(Data shown begins)
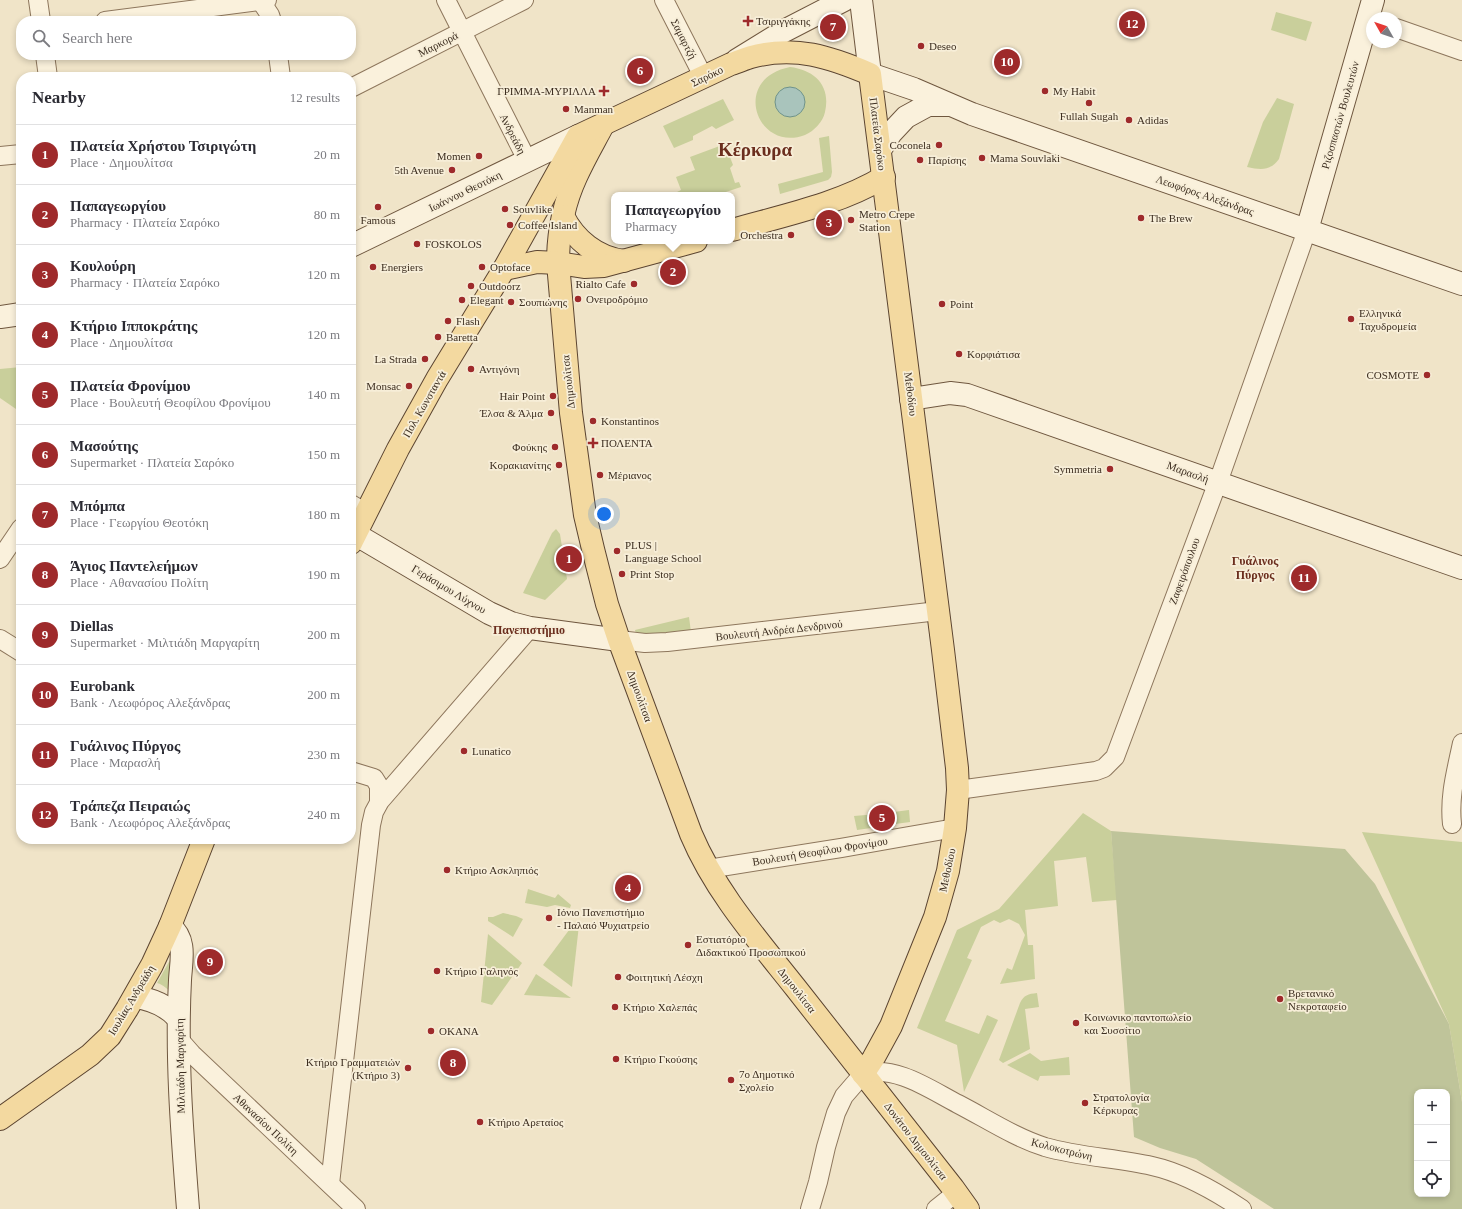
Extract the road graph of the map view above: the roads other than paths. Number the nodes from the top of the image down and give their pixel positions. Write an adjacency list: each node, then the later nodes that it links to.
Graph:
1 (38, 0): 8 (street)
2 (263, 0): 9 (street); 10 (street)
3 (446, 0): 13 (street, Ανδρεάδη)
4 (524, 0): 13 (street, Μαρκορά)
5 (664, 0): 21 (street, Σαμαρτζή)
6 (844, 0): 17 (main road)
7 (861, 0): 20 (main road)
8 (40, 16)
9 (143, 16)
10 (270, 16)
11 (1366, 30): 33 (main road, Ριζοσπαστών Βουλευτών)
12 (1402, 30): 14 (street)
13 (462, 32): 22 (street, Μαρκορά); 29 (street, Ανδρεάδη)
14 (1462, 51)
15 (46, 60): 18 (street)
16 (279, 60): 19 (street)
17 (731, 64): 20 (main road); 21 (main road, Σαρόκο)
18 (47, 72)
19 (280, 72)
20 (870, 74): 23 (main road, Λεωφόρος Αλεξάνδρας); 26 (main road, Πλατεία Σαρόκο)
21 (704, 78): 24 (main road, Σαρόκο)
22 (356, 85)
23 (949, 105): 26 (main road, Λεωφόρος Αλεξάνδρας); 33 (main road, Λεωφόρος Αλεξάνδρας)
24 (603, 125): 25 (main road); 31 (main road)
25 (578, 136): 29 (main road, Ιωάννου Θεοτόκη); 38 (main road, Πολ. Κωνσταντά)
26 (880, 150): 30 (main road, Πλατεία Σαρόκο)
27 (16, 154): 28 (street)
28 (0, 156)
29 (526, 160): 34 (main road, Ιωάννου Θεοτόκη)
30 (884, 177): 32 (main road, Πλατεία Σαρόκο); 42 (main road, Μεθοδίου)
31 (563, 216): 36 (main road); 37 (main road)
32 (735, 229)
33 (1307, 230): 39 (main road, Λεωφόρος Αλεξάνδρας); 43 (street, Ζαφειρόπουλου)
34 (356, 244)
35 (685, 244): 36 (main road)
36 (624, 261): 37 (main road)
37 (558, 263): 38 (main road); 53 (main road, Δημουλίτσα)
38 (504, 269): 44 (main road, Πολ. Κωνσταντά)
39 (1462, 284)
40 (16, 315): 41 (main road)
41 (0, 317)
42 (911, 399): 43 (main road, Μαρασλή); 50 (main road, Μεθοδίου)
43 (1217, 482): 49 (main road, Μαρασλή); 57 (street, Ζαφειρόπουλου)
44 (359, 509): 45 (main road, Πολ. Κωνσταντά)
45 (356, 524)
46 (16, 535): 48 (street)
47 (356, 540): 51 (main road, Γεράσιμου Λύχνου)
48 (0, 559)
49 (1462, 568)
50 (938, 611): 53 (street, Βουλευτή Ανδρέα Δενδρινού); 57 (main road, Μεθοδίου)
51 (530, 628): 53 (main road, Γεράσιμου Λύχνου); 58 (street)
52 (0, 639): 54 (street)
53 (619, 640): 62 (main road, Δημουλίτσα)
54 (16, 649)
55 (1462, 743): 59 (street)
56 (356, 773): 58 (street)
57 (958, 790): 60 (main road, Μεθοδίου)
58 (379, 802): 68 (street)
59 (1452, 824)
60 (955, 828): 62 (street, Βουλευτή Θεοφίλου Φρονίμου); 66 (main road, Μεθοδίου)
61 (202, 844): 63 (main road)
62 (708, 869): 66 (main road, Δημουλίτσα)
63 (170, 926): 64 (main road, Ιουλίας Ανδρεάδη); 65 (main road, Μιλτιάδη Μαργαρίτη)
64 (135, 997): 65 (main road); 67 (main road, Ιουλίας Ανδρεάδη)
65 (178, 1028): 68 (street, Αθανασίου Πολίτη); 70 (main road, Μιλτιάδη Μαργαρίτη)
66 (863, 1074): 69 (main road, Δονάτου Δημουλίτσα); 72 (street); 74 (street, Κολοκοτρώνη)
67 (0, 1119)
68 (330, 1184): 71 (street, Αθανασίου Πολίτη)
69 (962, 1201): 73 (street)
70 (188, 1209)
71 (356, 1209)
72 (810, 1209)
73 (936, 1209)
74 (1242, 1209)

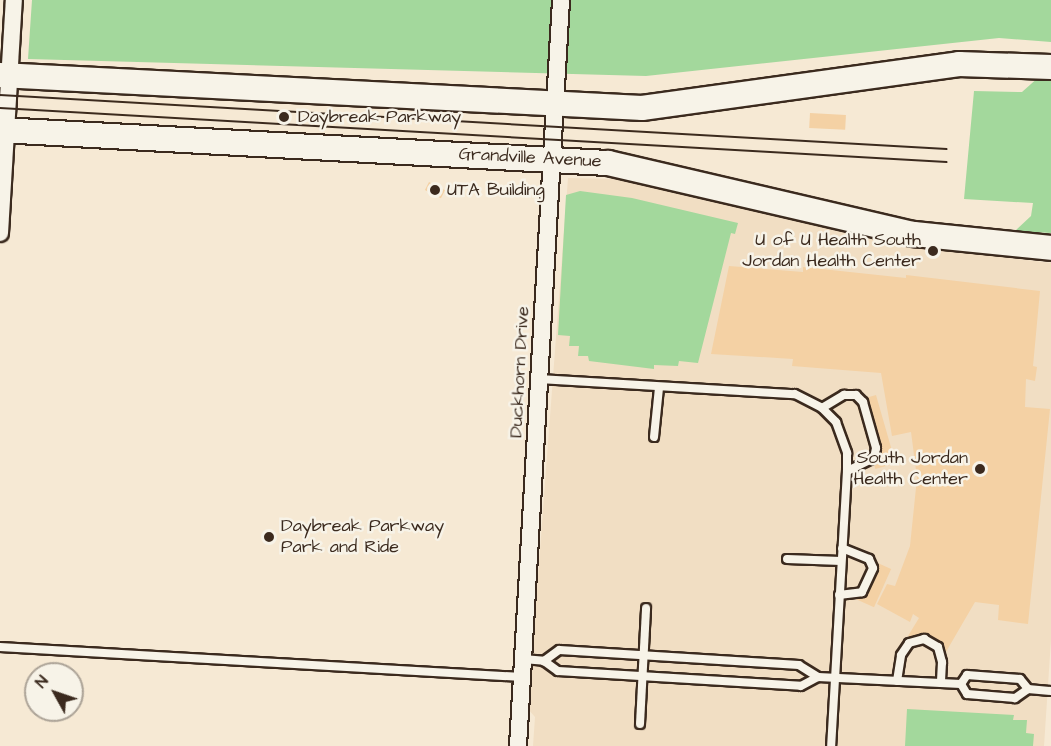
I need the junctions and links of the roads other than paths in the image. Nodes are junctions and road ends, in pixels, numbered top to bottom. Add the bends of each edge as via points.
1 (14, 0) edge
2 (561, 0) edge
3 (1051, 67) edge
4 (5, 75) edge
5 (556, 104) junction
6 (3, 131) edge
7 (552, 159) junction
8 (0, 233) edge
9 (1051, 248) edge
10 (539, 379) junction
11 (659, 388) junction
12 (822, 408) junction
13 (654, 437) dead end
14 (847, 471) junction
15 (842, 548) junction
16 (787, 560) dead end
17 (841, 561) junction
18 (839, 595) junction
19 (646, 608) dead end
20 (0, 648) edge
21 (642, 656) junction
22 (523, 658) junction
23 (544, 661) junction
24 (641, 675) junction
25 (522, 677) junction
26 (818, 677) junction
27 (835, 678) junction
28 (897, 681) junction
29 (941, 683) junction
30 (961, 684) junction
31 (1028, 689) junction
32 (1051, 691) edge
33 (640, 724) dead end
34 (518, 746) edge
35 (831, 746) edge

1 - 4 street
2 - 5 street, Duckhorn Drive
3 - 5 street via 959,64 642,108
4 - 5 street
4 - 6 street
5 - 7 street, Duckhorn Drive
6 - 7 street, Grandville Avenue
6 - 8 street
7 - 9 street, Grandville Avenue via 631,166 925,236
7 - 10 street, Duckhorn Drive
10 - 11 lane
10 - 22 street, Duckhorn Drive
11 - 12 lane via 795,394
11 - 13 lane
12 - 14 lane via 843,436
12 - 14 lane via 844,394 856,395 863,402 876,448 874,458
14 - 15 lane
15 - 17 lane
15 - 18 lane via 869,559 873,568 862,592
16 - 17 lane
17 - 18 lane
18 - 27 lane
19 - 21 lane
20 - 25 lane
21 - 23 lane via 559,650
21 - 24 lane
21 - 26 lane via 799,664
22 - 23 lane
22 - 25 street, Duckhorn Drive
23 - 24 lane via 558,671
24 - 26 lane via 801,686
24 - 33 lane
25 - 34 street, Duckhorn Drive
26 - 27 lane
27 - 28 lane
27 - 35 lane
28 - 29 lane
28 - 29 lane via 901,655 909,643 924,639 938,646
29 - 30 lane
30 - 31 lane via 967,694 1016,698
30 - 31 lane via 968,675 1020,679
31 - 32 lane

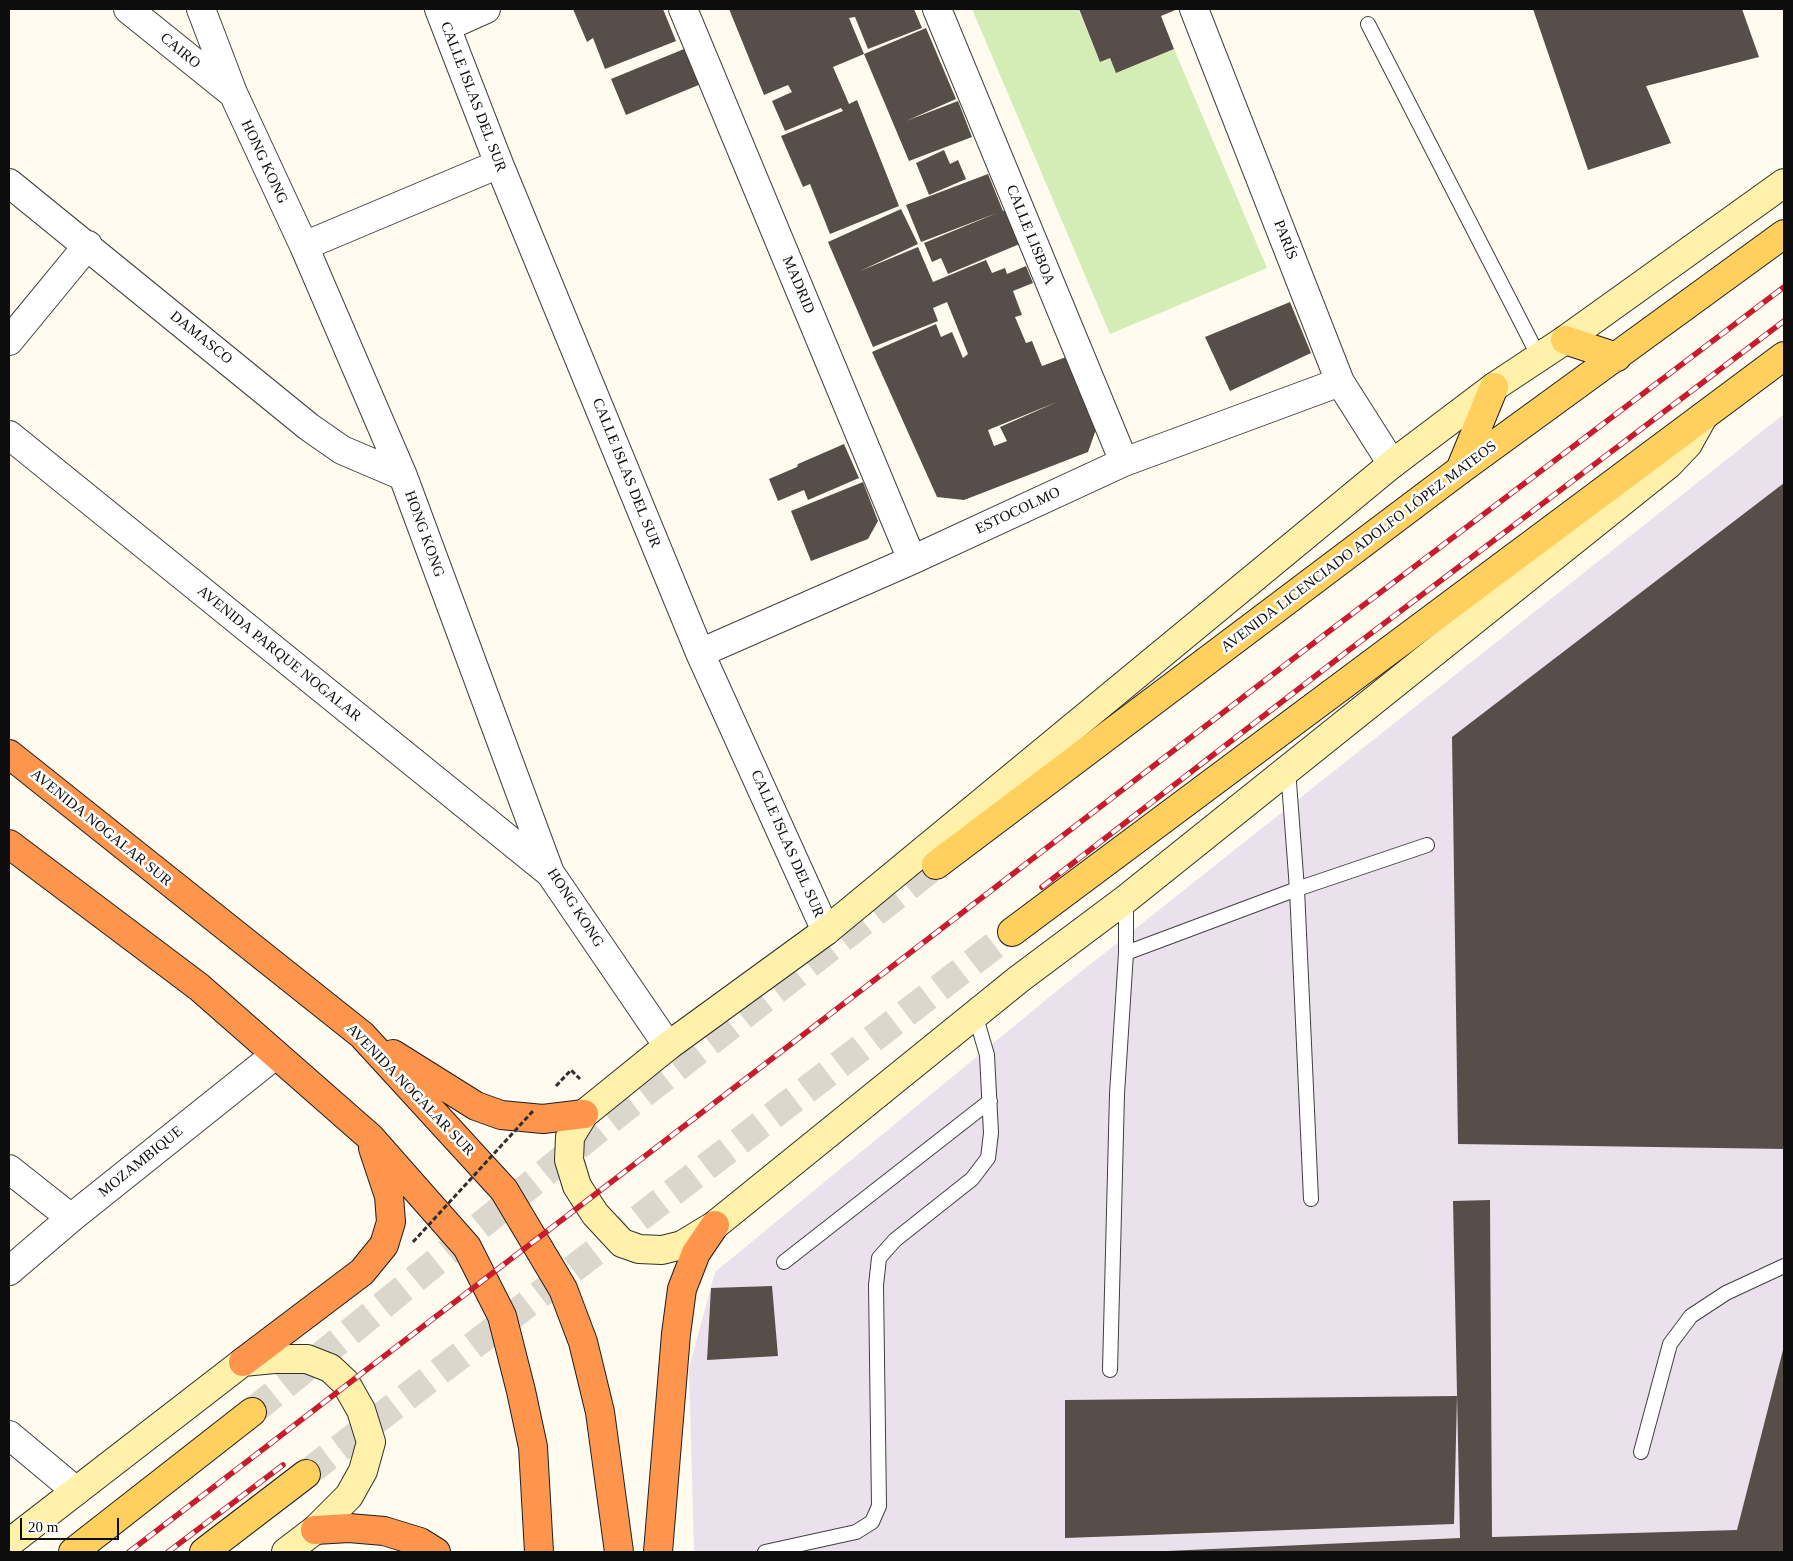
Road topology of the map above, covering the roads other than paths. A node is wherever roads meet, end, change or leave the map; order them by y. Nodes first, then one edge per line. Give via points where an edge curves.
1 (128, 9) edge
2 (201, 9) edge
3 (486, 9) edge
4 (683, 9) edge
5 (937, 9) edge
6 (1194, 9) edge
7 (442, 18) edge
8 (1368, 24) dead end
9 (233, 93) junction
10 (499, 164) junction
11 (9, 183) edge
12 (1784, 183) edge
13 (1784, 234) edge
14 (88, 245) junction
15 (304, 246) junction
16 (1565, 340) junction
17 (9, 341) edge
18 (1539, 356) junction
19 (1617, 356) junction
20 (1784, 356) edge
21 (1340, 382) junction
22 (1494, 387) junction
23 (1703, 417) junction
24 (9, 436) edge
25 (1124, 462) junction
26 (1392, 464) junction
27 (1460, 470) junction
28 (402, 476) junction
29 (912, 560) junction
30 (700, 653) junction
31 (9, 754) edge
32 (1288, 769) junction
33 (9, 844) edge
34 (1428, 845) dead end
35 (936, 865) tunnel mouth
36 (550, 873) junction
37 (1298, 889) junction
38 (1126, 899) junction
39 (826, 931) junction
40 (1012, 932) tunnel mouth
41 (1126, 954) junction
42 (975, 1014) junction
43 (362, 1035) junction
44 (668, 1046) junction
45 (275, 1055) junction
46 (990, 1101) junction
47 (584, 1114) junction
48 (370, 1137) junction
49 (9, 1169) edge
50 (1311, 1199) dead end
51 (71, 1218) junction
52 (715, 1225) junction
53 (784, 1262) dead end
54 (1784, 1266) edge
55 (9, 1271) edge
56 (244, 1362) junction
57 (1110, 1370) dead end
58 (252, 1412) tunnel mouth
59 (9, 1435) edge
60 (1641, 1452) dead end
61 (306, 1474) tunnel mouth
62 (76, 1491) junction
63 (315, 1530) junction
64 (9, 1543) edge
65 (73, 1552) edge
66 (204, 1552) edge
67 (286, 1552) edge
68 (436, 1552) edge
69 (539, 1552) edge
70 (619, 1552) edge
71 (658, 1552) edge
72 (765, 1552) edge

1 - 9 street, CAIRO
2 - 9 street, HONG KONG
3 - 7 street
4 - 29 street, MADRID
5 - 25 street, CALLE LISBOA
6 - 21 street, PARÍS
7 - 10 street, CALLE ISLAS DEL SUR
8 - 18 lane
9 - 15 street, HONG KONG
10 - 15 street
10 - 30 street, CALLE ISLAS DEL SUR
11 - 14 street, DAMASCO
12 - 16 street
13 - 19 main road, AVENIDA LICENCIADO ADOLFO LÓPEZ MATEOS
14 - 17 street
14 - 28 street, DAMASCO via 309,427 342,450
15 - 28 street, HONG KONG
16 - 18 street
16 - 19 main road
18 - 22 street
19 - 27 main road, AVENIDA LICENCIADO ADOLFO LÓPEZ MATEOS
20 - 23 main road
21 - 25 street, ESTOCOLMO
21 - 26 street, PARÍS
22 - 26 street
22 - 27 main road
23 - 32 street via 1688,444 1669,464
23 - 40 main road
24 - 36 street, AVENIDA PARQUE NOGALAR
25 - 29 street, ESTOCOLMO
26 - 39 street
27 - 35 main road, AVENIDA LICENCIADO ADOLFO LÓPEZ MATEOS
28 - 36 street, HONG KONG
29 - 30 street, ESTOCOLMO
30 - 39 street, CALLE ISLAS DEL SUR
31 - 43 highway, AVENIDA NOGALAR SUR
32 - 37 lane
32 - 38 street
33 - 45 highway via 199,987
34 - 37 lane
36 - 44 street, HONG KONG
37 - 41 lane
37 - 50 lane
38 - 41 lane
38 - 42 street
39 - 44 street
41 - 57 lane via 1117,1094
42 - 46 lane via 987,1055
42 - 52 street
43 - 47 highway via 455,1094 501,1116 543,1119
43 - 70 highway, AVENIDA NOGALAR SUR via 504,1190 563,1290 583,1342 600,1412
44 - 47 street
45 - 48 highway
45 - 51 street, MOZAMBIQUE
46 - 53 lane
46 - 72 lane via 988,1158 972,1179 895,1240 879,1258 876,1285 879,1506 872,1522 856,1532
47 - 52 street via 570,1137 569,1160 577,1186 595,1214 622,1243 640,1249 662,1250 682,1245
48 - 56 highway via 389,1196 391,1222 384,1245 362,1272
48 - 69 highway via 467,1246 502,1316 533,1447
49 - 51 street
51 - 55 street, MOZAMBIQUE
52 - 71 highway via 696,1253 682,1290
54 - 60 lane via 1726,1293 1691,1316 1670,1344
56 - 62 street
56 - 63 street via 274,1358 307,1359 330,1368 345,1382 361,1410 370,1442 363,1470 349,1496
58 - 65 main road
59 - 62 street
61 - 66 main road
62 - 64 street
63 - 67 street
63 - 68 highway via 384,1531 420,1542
(Data shown ends)
### Exercise requirements
Find all lines in the records that hold the word "points". Copy them.

### Output below
I need the junctions and links of the roads other than paths in the image. Nodes are junctions and road ends, in pixels, numbered top to bottom. Add the bends of each edge as via points.
Road topology of the map above, covering the roads other than paths. A node is wherever roads meet, end, change or leave the map; order them by y. Nodes first, then one edge per line. Give via points where an edge curves.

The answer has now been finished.